DIRECTIONS: When the string "hand" is part of a line below, that line should be copied.

RECORDS SHOWN Start Marker

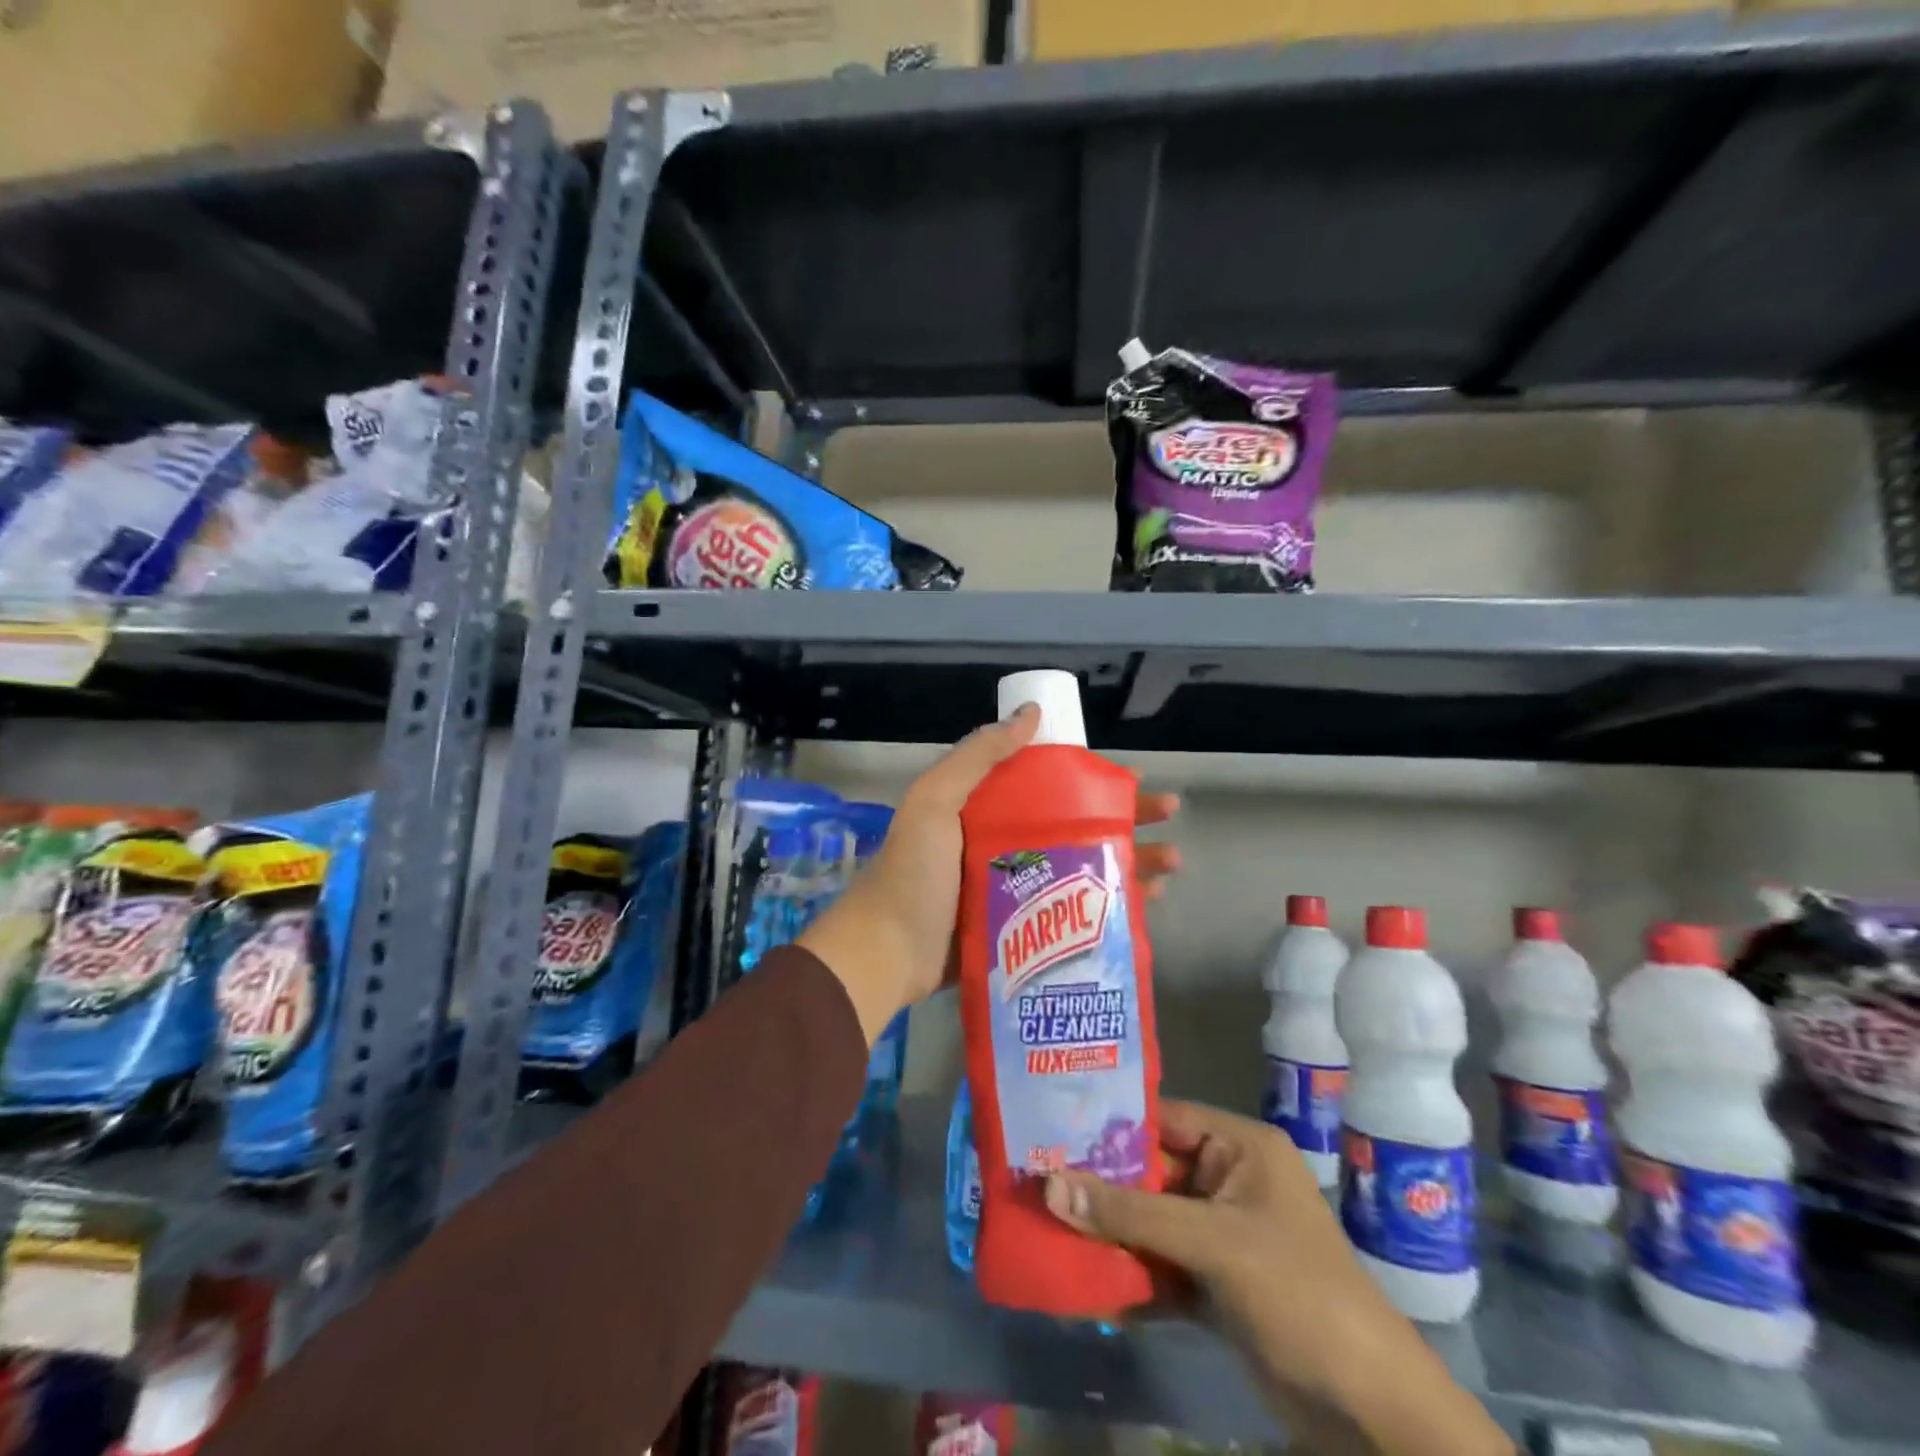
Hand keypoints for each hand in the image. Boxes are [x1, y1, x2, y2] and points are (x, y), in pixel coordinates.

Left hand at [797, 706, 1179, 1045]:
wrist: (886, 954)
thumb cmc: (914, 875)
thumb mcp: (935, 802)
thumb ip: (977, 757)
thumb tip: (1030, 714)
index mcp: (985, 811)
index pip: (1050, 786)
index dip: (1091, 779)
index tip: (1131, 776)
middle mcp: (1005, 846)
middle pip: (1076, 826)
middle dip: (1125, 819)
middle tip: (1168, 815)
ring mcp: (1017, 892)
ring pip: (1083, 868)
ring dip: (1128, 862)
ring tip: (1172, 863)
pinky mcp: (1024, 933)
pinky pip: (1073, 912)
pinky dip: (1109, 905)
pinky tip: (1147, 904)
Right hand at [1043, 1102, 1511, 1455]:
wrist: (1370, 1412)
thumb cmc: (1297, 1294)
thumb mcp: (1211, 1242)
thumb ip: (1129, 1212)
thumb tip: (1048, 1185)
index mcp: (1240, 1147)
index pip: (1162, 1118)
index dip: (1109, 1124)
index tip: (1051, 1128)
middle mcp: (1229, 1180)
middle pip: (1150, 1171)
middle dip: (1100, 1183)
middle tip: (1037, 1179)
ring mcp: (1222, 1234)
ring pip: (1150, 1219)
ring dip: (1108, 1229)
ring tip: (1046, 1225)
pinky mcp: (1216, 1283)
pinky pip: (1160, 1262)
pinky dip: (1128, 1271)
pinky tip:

RECORDS SHOWN End Marker

TASK ANSWER:
Hand keypoints for each hand in the image. Boxes are [x1, y1, x2, y2] and points are (x, y), in pixel coordinates.
Left hand at [797, 706, 1179, 1045]:
Right hand at [1043, 1102, 1511, 1455]:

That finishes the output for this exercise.